Problem requirements: In the material below, find each line holding the string "SKARYSZEWSKA" and copy it.

The data:

★ ★ ★

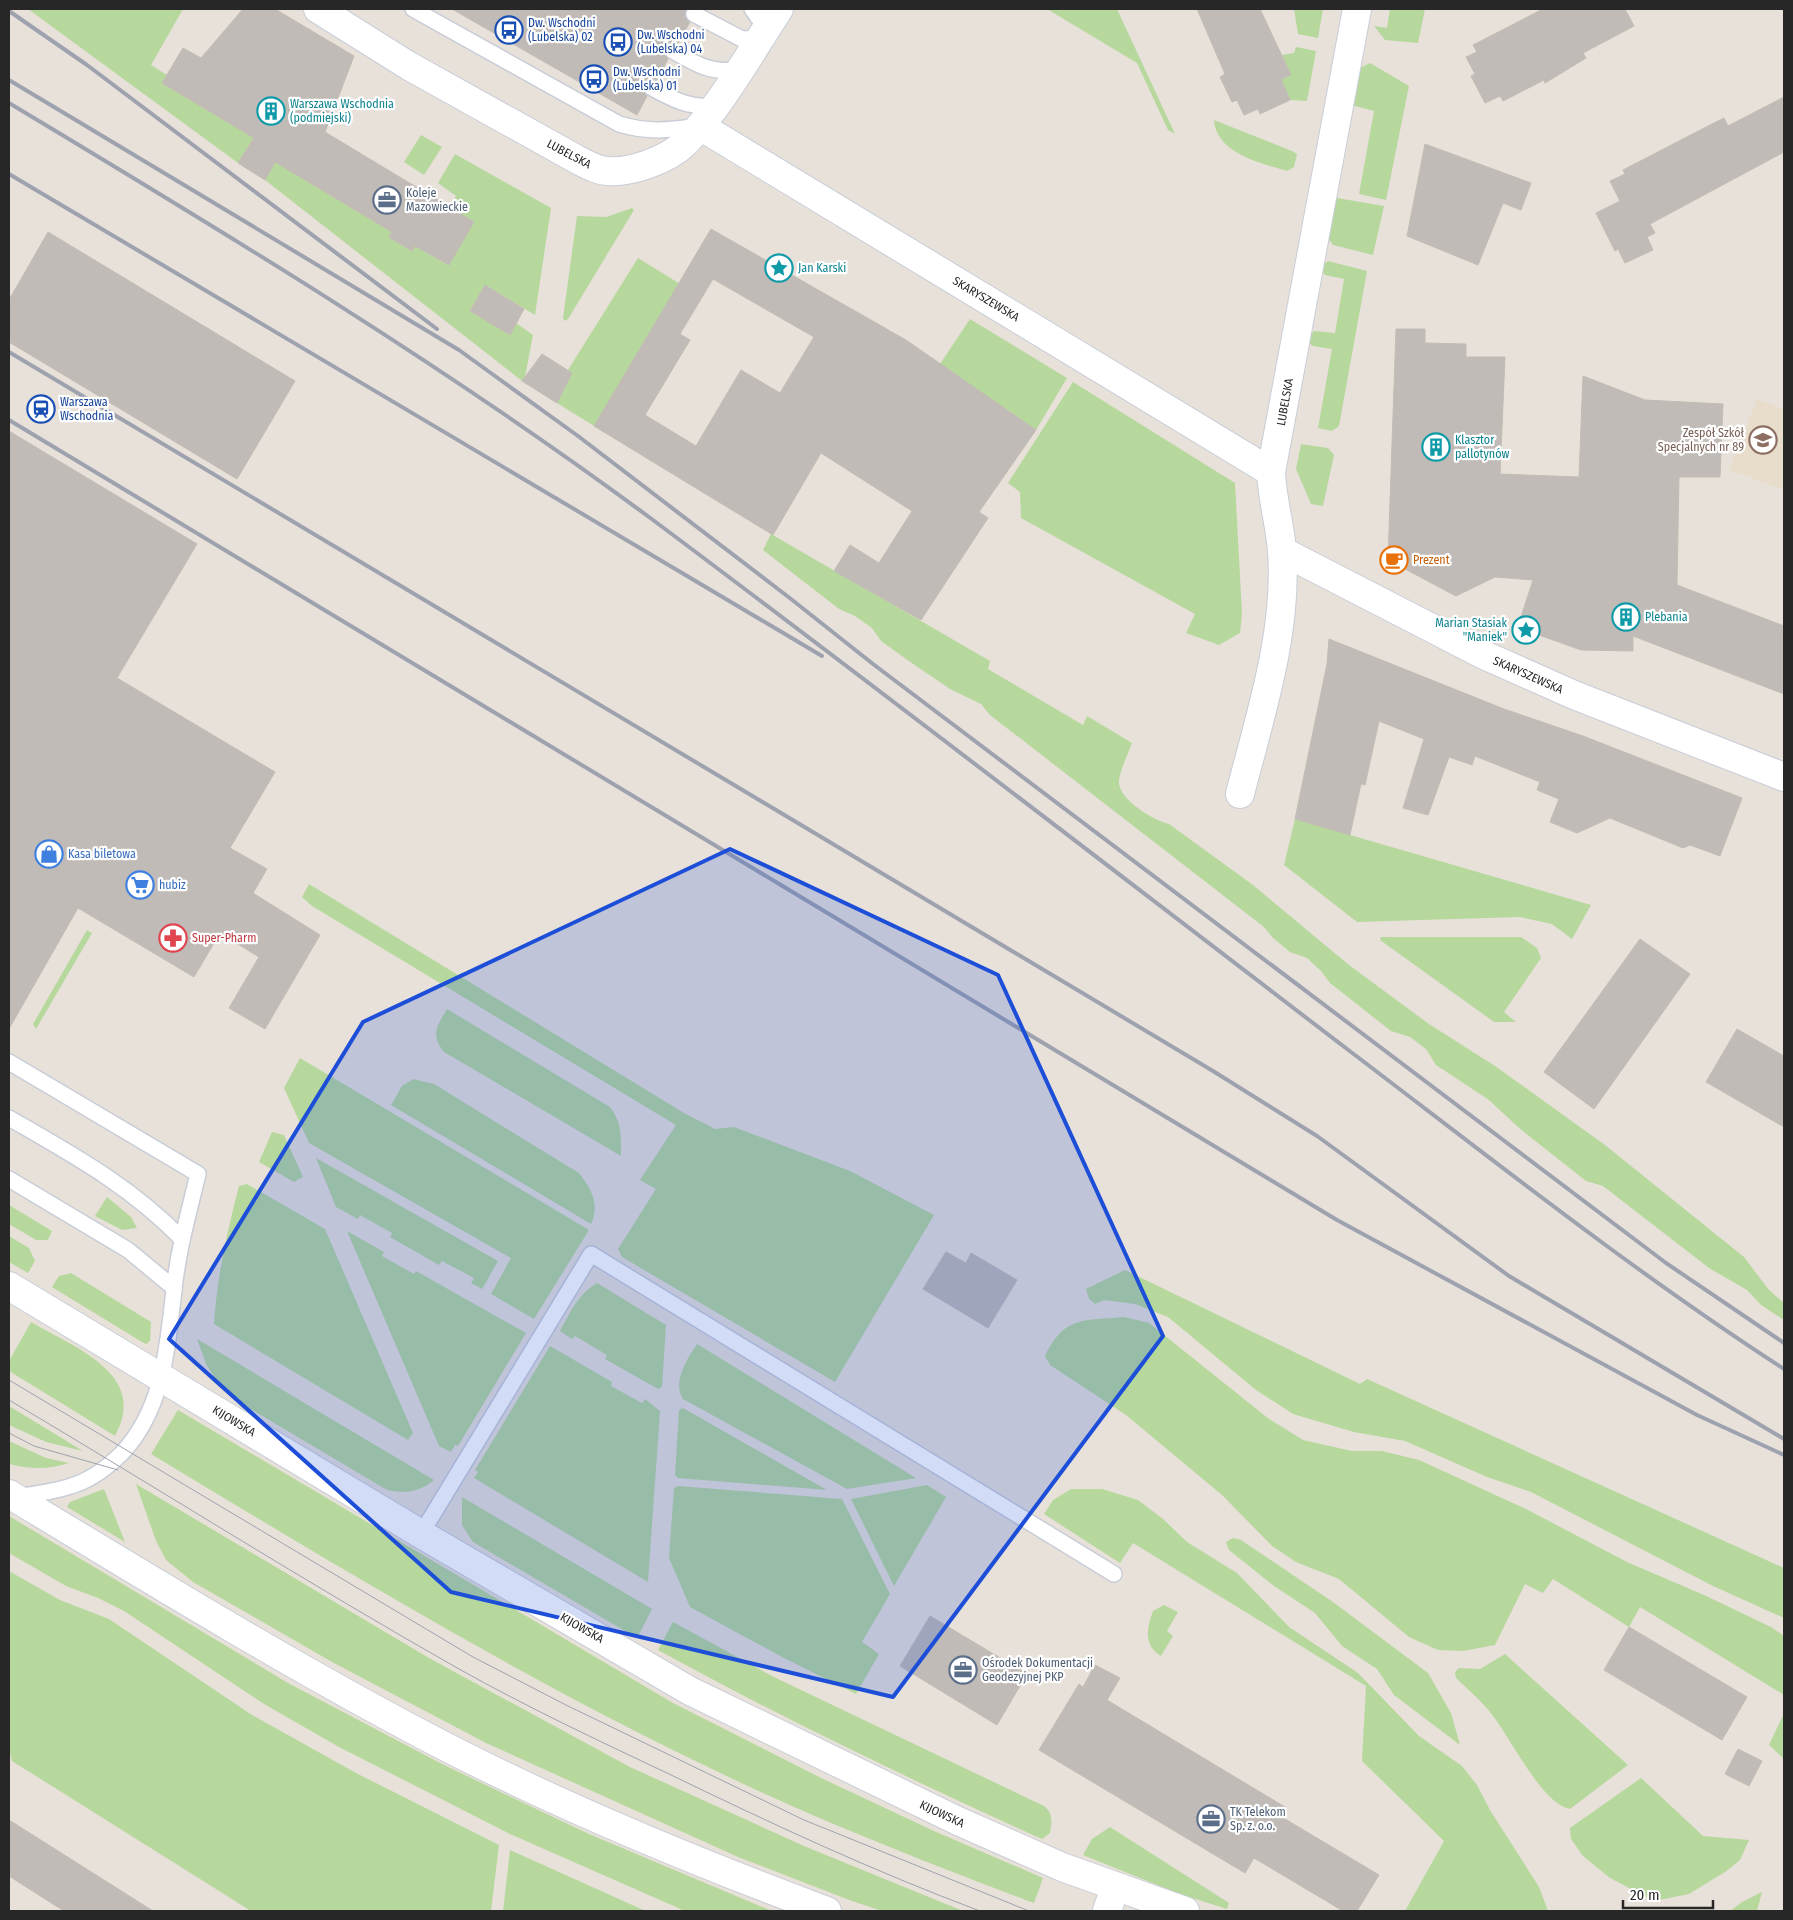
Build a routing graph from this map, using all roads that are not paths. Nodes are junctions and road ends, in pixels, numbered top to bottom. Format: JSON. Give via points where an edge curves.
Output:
{"nodes":[{"id":1,"x":318,"y":9,"type":"edge"},
{"id":2,"x":413,"y":9,"type":"edge"},
{"id":3,"x":1356,"y":9,"type":"edge"},
{"id":4,"x":694,"y":14,"type":"dead end"},
{"id":5,"x":764,"y":21,"type":"edge"},
{"id":6,"x":673,"y":51,"type":"dead end"},
{"id":7,"x":739,"y":70,"type":"junction"},
{"id":8,"x":652,"y":88,"type":"dead end"},
{"id":9,"x":707,"y":116,"type":"junction"},
{"id":10,"x":1271,"y":472,"type":"junction"},
{"id":11,"x":1282,"y":551,"type":"junction"},
{"id":12,"x":1784,"y":777,"type":"edge"},
{"id":13,"x":1240,"y":794,"type":"dead end"},
{"id":14,"x":9,"y":1062,"type":"edge"},
{"id":15,"x":9,"y":1118,"type":"edge"},
{"id":16,"x":9,"y":1179,"type":"edge"},
{"id":17,"x":182,"y":1239,"type":"junction"},
{"id":18,"x":9,"y":1286,"type":"edge"},
{"id":19,"x":174,"y":1288,"type":"junction"},
{"id":20,"x":161,"y":1378,"type":"junction"},
{"id":21,"x":11,"y":1496,"type":"edge"},
{"id":22,"x":421,"y":1534,"type":"junction"},
{"id":23,"x":1114,"y":1574,"type":"dead end"},
{"id":24,"x":1111,"y":1899,"type":"edge"},
{"id":25,"x":827,"y":1911,"type":"edge"},
{"id":26,"x":1185,"y":1911,"type":"edge"}],
"edges":[{"from":1,"to":9,"type":"street","name":"LUBELSKA","via":[[409,66],[595,168],[620,170],[653,162],[683,145]]},
{"from":2,"to":9,"type":"lane","via":[[619,124],[647,131]]},
{"from":3,"to":10,"type":"street","name":"LUBELSKA"},
{"from":4,"to":5,"type":"lane","via":[[742,39]]},
{"from":5,"to":7,"type":"street","name":"LUBELSKA"},
{"from":6,"to":7,"type":"lane","via":[[709,70]]},
{"from":7,"to":9,"type":"street","name":"LUBELSKA"},
{"from":8,"to":9,"type":"lane","via":[[697,107]]},
{"from":9,"to":10,"type":"street","name":"SKARYSZEWSKA","via":[[835,207]]},
{"from":10,"to":11,"type":"street","name":"LUBELSKA"},
{"from":11,"to":12,"type":"street","name":"SKARYSZEWSKA","via":[[1484,655],[1574,695]]},
{"from":11,"to":13,"type":"street","name":"LUBELSKA","via":[[1280,626]]},
{"from":14,"to":17,"type":"lane","via":[[198,1174]]},
{"from":15,"to":17,"type":"lane","via":[[105,1174],[159,1216]]},
{"from":16,"to":19,"type":"lane","via":[[128,1250]]},
{"from":17,"to":19,"type":"lane"},
{"from":18,"to":20,"type":"street","name":"KIJOWSKA"},
{"from":19,"to":20,"type":"lane","via":[[169,1343]]},
{"from":20,"to":21,"type":"lane","via":[[145,1423],[108,1466],[72,1486]]},
{"from":20,"to":22,"type":"street","name":"KIJOWSKA"},
{"from":21,"to":25,"type":"street","via":[[339,1690],[427,1737],[648,1841]]},
{"from":22,"to":23,"type":"lane","via":[[591,1254]]},
{"from":22,"to":24,"type":"street","name":"KIJOWSKA","via":[[690,1691],[958,1822],[1062,1867]]},
{"from":24,"to":26,"type":"street","name":"KIJOWSKA"}]}
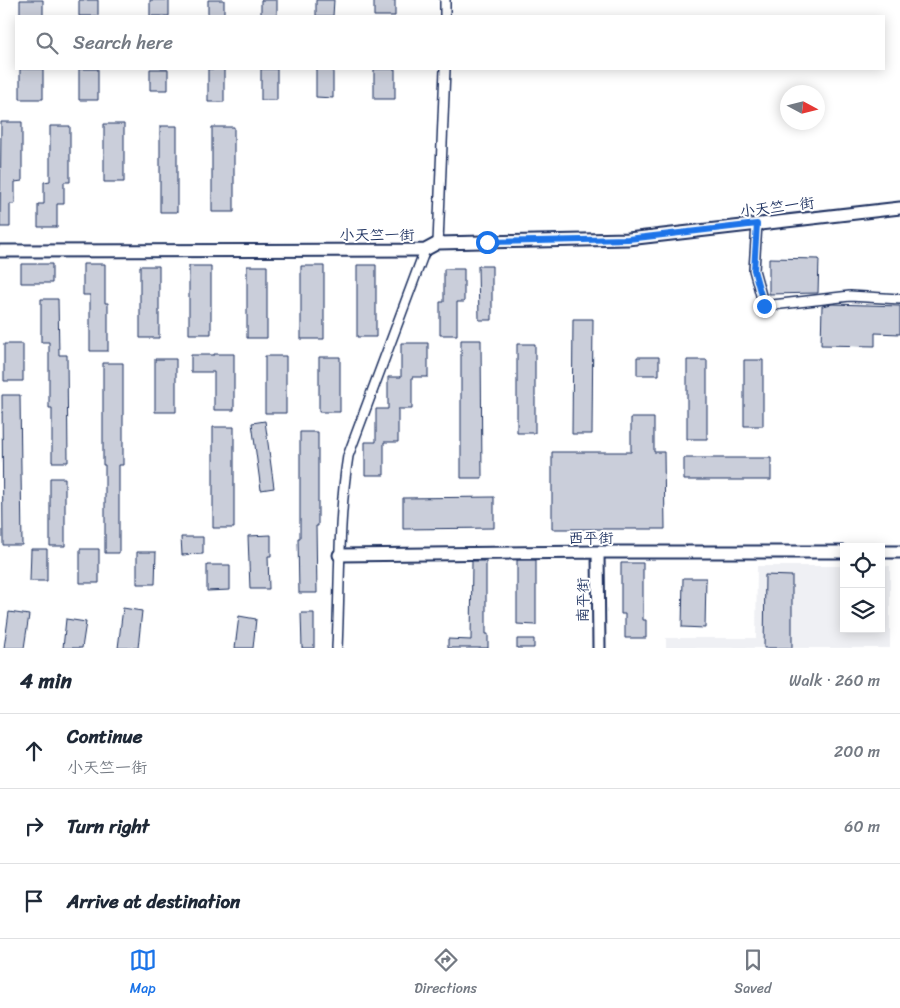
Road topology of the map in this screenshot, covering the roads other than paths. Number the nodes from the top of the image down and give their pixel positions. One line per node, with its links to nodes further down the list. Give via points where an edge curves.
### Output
1 (445, 0): 2 (street)
2 (445, 15)
3 (445, 70): 6 (street)
4 (900, 208): 5 (street, 小天竺一街)
5 (757, 224): 6 (street, 小天竺一街, via 628,239); 9 (street, via 754,270 764,306 850,296)
6 (438, 244): 7 (street, 小天竺一街)
7 (425, 250): 8 (street, 小天竺一街); 14 (street, via 348,456)
8 (0, 251)
9 (900, 299)
10 (598, 552): 11 (street, 西平街); 14 (street, 西平街); 16 (street, 南平街)
11 (840, 552)
12 (885, 552): 13 (street)
13 (900, 552)
14 (339, 556): 15 (street)
15 (337, 648)
16 (599, 648)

★ ★ ★

Answer to this task:
{"from":9,"to":10,"type":"street","name":"SKARYSZEWSKA","via":[[835,207]]},
{"from":11,"to":12,"type":"street","name":"SKARYSZEWSKA","via":[[1484,655],[1574,695]]},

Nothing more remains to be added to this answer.